----- Data supplied -----
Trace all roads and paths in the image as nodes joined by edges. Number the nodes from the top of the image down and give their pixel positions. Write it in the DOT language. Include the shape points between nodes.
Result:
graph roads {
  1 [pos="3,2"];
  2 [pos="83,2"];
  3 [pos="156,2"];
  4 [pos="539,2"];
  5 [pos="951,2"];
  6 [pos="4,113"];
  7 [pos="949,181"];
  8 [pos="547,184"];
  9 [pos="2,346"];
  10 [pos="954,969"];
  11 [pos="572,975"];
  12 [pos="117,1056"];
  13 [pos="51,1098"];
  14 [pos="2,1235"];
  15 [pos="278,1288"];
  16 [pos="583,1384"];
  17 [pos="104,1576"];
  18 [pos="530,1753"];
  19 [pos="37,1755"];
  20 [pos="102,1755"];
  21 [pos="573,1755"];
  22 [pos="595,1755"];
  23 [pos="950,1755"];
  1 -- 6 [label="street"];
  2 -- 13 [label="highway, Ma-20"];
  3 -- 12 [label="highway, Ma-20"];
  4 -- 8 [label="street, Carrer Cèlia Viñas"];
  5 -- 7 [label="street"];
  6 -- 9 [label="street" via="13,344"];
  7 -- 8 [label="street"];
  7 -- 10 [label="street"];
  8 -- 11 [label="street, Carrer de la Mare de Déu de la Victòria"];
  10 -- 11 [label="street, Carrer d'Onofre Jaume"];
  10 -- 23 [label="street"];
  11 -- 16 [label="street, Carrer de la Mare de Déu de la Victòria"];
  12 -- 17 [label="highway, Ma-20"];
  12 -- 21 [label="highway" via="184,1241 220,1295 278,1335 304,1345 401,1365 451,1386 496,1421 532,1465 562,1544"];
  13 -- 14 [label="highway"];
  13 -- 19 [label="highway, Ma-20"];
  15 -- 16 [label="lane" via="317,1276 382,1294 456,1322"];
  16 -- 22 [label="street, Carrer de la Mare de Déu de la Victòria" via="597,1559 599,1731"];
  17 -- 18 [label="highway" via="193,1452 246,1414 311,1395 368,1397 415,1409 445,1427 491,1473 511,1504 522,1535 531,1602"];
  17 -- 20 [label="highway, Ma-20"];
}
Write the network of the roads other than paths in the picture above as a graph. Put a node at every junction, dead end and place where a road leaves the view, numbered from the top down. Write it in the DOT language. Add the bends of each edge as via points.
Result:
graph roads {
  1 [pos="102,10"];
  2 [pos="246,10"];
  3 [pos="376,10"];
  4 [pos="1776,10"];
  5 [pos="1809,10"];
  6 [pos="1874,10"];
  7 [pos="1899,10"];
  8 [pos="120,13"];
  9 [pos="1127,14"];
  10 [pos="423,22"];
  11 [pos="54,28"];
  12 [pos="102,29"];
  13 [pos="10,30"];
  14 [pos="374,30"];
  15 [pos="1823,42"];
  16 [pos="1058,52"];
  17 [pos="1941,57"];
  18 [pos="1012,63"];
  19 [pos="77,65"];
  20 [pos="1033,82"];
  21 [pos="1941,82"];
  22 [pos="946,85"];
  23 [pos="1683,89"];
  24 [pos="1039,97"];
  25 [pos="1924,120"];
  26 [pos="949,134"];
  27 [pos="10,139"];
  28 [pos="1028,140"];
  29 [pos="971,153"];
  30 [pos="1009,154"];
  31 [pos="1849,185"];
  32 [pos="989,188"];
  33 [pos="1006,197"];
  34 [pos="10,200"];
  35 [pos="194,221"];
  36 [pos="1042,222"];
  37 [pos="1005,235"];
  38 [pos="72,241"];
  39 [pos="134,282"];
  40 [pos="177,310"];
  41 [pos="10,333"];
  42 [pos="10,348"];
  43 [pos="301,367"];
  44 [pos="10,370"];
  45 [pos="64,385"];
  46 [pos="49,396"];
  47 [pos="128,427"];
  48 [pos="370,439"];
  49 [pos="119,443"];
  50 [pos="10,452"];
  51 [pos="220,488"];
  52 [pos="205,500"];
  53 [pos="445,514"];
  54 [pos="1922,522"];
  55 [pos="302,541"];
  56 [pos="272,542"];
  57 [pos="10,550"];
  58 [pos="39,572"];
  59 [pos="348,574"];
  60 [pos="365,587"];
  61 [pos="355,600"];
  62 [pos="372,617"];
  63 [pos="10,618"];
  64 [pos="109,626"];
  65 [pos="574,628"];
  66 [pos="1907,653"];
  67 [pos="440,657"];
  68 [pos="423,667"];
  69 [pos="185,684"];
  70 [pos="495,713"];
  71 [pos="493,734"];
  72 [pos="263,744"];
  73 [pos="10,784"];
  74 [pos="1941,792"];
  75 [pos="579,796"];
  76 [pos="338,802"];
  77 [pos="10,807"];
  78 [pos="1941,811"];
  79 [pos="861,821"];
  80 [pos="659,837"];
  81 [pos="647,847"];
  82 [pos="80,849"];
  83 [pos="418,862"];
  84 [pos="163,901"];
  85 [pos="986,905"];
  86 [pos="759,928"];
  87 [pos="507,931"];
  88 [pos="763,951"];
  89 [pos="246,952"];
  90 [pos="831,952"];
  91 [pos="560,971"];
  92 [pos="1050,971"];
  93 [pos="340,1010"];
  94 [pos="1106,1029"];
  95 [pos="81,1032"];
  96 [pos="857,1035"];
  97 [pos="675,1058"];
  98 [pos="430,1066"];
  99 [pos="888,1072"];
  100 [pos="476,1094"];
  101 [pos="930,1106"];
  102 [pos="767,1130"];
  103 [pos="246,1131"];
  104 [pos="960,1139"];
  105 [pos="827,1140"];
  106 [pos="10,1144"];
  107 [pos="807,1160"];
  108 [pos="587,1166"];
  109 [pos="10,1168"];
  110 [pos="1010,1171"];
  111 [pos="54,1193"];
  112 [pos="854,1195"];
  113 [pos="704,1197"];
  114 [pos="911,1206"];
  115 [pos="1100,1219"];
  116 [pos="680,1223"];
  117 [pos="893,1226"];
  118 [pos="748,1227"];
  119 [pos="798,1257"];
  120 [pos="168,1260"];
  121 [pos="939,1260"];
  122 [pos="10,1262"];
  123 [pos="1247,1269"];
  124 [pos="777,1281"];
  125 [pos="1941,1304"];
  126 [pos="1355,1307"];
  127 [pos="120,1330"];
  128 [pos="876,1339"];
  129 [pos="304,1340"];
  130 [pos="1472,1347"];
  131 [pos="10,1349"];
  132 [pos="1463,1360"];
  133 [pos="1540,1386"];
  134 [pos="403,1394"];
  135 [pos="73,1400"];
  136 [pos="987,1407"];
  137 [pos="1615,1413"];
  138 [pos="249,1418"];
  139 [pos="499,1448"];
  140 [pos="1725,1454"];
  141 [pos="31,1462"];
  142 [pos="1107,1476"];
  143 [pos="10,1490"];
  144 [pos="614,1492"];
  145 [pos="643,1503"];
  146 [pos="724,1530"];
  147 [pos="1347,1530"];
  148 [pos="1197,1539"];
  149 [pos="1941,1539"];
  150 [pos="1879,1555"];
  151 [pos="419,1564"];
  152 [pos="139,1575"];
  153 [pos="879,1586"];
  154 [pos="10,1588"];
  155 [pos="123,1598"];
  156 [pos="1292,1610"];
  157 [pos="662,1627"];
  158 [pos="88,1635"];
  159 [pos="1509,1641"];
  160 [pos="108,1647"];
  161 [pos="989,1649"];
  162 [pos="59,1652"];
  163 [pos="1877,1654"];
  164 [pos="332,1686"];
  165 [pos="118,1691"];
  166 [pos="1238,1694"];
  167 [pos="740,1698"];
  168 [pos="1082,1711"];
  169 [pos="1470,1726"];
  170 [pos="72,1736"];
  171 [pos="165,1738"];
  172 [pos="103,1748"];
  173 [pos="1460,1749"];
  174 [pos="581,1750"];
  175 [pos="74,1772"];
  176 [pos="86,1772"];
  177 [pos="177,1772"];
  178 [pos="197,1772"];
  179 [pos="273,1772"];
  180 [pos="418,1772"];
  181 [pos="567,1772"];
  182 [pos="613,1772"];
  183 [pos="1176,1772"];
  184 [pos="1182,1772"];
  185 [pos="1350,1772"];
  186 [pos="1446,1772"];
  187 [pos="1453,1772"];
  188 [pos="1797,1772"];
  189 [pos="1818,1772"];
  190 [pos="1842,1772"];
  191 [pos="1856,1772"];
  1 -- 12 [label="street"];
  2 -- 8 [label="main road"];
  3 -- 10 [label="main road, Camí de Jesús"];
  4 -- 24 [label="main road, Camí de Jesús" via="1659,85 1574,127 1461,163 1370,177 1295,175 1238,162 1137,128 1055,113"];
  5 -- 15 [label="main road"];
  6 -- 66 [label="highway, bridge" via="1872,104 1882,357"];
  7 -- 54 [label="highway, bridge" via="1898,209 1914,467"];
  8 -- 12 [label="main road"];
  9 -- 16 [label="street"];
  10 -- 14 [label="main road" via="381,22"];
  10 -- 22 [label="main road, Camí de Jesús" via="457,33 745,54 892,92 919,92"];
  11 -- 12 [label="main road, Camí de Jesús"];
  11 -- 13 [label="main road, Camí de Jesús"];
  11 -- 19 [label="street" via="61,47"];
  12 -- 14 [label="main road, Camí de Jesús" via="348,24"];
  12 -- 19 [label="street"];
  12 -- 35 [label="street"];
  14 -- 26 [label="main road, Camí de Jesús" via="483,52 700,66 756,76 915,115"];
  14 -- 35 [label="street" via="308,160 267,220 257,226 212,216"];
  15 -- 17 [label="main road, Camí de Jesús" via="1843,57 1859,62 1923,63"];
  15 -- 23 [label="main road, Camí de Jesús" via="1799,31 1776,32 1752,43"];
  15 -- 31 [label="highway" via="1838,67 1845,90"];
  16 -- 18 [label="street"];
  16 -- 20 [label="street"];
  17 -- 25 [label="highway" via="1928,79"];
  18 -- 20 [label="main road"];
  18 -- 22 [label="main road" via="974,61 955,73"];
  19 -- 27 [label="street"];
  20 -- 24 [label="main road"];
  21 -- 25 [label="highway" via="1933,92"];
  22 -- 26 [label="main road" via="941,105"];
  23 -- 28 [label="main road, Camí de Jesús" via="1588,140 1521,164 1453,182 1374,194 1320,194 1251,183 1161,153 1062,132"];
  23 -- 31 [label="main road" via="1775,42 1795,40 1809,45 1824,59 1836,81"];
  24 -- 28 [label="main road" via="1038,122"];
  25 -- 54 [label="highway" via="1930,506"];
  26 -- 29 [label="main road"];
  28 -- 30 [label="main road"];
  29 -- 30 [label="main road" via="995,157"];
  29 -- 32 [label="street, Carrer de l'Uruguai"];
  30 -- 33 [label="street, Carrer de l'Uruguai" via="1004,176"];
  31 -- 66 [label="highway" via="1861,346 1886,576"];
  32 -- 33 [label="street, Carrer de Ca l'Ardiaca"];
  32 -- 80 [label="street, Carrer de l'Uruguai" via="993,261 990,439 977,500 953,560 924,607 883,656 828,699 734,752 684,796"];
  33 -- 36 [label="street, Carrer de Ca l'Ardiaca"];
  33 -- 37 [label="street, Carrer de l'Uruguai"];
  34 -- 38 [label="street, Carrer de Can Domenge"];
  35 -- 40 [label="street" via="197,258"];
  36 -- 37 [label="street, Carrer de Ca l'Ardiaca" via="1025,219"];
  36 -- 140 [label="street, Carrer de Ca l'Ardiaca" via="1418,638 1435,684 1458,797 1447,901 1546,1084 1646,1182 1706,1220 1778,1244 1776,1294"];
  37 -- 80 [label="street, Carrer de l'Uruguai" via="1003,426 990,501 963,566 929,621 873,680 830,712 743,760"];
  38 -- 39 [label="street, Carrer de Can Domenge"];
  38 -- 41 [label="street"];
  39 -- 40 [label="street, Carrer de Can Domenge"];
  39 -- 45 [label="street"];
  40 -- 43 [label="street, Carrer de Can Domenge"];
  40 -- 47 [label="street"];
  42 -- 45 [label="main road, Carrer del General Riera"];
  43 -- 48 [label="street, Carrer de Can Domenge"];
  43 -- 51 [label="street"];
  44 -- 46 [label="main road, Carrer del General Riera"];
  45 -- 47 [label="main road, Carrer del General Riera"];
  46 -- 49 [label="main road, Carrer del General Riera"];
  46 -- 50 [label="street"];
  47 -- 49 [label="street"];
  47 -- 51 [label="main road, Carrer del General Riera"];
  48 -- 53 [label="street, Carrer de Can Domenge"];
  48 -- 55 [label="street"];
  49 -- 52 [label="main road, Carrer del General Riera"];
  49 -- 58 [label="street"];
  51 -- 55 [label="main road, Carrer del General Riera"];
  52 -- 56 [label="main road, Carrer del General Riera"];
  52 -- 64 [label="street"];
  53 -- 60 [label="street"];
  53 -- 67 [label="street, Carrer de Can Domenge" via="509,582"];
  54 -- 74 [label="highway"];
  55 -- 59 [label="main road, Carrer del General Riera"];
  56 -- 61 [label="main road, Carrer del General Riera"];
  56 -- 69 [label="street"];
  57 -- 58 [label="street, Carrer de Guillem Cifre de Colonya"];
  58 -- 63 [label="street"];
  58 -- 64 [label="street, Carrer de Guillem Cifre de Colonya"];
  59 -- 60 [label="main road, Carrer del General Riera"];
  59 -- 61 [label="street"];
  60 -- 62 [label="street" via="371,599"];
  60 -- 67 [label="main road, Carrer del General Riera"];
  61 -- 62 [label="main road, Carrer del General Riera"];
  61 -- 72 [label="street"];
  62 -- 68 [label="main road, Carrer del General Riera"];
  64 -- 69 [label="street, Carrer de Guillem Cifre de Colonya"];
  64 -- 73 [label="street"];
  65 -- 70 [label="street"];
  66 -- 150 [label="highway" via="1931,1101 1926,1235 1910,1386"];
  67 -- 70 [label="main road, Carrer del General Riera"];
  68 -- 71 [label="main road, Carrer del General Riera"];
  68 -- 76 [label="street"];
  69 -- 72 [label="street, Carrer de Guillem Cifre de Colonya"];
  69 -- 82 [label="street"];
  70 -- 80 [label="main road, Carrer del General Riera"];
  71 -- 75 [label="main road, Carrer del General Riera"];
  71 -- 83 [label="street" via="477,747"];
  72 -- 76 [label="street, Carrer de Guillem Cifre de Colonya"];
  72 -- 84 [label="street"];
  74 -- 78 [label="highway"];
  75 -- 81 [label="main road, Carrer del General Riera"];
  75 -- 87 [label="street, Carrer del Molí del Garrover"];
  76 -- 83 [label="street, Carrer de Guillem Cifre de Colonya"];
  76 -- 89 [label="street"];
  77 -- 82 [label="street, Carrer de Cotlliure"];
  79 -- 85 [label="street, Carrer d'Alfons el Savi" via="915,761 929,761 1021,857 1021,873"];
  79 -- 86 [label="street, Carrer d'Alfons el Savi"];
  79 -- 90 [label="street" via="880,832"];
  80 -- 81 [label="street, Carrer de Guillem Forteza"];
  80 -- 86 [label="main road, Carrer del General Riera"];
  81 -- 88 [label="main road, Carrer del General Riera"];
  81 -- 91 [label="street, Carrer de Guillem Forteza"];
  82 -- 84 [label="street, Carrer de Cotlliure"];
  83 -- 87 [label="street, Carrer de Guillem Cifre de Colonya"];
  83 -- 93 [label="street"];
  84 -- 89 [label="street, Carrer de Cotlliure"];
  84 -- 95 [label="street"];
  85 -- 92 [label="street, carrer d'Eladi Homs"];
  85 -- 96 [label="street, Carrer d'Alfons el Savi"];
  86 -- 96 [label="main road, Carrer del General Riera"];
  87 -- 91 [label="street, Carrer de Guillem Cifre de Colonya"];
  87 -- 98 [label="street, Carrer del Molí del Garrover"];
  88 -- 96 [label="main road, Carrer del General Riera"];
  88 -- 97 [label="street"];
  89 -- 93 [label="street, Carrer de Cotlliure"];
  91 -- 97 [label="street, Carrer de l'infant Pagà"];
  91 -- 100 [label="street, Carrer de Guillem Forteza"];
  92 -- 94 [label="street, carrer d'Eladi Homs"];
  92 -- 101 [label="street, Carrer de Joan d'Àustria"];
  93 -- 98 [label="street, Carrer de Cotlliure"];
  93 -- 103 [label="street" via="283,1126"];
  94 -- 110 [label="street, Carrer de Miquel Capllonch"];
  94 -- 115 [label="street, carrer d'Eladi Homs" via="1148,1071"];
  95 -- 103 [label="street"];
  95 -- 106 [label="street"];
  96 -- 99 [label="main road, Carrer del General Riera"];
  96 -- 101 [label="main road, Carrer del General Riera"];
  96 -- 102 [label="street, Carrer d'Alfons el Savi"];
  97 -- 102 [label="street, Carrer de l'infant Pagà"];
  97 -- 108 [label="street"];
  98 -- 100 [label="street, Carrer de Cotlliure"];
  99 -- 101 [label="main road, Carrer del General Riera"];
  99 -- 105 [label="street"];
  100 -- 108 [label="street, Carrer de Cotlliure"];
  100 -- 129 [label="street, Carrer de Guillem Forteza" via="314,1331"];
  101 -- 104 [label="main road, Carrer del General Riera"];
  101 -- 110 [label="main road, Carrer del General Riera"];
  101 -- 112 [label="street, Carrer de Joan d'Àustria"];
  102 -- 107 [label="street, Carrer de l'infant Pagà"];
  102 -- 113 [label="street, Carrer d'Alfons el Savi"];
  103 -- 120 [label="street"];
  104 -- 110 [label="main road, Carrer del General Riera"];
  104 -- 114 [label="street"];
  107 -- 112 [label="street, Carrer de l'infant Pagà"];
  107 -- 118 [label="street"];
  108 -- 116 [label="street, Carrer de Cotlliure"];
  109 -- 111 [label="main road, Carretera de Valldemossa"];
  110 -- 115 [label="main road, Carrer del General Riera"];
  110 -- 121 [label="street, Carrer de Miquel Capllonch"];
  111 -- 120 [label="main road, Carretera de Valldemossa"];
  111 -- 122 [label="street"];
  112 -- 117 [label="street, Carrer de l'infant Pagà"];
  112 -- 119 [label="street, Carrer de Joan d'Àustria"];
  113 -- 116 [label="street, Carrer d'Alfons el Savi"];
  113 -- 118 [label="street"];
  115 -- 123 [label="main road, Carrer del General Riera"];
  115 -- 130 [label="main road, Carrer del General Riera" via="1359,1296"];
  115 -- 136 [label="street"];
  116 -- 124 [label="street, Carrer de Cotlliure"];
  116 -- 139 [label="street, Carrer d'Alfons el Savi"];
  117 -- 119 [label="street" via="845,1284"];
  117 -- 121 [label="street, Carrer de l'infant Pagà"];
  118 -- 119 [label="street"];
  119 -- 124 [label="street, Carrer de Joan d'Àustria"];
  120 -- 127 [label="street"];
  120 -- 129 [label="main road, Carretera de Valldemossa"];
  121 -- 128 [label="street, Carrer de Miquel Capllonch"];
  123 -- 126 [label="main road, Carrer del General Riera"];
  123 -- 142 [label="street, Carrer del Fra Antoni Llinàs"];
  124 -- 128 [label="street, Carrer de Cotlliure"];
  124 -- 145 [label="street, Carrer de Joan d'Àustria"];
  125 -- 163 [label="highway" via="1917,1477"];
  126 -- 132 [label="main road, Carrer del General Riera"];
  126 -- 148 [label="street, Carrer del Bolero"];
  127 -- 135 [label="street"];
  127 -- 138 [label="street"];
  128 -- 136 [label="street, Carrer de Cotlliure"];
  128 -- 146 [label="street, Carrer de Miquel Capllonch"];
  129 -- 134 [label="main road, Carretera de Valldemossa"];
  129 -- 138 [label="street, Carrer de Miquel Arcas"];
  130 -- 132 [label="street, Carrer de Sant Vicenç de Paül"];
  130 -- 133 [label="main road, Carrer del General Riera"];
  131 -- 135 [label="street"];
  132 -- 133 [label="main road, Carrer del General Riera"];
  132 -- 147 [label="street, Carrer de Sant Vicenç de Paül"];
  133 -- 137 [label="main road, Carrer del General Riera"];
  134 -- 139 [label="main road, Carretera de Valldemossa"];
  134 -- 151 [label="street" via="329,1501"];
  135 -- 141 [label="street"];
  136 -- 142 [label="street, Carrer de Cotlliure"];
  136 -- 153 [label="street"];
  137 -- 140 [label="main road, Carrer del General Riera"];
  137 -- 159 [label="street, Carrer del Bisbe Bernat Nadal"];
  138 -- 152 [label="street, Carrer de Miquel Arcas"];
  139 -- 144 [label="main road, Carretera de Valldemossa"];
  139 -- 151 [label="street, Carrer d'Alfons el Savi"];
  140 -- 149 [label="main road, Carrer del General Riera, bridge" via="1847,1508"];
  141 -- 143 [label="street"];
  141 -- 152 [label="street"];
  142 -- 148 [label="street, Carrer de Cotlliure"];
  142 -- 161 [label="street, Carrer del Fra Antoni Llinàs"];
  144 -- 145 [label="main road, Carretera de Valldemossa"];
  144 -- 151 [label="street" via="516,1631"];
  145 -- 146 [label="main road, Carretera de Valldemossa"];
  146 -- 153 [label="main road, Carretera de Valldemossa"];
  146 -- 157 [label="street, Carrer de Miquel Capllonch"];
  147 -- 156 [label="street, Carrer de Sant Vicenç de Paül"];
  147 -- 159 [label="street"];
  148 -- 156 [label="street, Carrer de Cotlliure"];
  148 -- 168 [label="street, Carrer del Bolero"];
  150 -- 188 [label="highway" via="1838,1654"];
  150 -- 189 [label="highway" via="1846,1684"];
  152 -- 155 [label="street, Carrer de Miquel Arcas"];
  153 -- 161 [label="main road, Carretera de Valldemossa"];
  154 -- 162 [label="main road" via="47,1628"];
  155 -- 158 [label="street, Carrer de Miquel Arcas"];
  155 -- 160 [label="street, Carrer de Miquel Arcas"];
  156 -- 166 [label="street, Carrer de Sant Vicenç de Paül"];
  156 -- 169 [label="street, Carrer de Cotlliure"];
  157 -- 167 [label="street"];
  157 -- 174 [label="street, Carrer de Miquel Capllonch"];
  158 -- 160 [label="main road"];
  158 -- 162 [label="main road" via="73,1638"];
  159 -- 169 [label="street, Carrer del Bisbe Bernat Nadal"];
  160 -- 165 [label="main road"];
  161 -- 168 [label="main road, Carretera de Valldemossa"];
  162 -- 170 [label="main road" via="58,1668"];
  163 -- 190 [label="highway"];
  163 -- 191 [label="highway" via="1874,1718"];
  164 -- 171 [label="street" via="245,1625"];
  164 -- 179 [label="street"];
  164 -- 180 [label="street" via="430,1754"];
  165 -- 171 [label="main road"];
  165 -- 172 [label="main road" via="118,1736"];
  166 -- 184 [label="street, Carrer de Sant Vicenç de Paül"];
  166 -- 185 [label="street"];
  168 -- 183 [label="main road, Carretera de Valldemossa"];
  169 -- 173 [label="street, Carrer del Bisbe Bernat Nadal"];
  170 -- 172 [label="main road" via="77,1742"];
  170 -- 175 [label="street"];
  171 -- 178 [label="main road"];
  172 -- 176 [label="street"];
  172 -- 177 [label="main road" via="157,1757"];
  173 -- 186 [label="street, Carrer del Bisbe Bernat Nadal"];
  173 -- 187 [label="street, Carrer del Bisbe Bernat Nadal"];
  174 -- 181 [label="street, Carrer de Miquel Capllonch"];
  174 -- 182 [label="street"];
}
-----
§ Task brief:
Return, from the material above, every line with the word "Carretera".

§ Result for this task:
  109 -- 111 [label="main road, Carretera de Valldemossa"];
  111 -- 120 [label="main road, Carretera de Valldemossa"];
  120 -- 129 [label="main road, Carretera de Valldemossa"];
  129 -- 134 [label="main road, Carretera de Valldemossa"];
  134 -- 139 [label="main road, Carretera de Valldemossa"];
  139 -- 144 [label="main road, Carretera de Valldemossa"];
  144 -- 145 [label="main road, Carretera de Valldemossa"];
  145 -- 146 [label="main road, Carretera de Valldemossa"];
  146 -- 153 [label="main road, Carretera de Valldemossa"];
  153 -- 161 [label="main road, Carretera de Valldemossa"];
  161 -- 168 [label="main road, Carretera de Valldemossa"];
  168 -- 183 [label="main road, Carretera de Valldemossa"];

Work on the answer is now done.